Environmentally friendly recycling

Most of the responsibility for recycling falls to the consumers. It is not the industry leaders or manufacturers who are forcing us to make certain choices in packaging, or, more often than we would like, have no choice. Click for source?

Recycling goods can help reduce waste in all industries, including the food sector.

It would be wonderful if the sustainability responsibility was more centered at the start of the supply chain, and not the end?

Here are some ways that businesses can make it easier to be ‘environmentally-friendly’.

1. Water Filtered with Fruit Peels

Researchers in Mexico have created a filter that removes heavy metals from the water and also other contaminants. The material is made from citrus peels like grapefruits and oranges.

It’s great, because they are in plenty. The food industry generates about 38,2 million tons worldwide of peeling waste every year. This is an excellent opportunity to use what’s usually trash.

Material is produced using Instant Controlled Pressure Drop and then packed into columns.

The results indicate that the materials could compete with activated charcoal for the recovery and adsorption of metals in wastewater, allowing for sustainable processes to be carried out in order to obtain products of great value from the residues of the food industry.

– Researcher Luis Alberto Romero Cano

2. The Best Packaging for Food That is Biodegradable

Packaging made of cellulose composites or plant-based materials, and then treated with “active components” that possess anti-oxidant and anti-microbial properties.

Could be an alternative for traditional polymers, such as those plastic containers that we use to dispose of our waste.

Clove ethereal is the best oil for tying up free radicals, fighting oxidation and preventing bacterial growth.

Silver is the answer. Silver particles give the material antimicrobial properties that last for a long time, but they also make it more elastic and stronger.
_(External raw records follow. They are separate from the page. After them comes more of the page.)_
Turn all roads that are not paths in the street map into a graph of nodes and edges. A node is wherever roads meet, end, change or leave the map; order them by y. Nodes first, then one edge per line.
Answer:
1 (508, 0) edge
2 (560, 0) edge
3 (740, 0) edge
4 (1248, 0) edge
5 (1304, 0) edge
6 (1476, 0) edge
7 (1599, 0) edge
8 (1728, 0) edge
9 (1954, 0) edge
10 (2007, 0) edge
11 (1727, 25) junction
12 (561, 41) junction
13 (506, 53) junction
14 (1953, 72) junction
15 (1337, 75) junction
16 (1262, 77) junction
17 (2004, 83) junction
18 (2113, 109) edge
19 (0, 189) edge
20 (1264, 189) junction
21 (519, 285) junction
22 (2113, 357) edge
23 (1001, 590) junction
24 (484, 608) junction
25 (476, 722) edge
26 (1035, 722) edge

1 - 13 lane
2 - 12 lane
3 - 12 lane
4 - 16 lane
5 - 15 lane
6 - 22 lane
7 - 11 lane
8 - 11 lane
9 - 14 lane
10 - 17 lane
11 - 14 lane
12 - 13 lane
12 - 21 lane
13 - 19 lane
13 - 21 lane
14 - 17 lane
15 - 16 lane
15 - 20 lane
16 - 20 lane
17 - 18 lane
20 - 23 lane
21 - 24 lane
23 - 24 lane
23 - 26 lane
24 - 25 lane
The non-toxic material takes about 2 years to break down.

Making heat-tolerant packaging out of natural materials is the biggest challenge.

It is still difficult to create something that will withstand an oven, microwave or other heat source and yet naturally decompose after a period of time. This is not possible with cellulose.

There are similar products on the market. It seems that compostable and edible water bottles are gaining popularity. These range in appeal from being somewhat attractive to completely unappealing.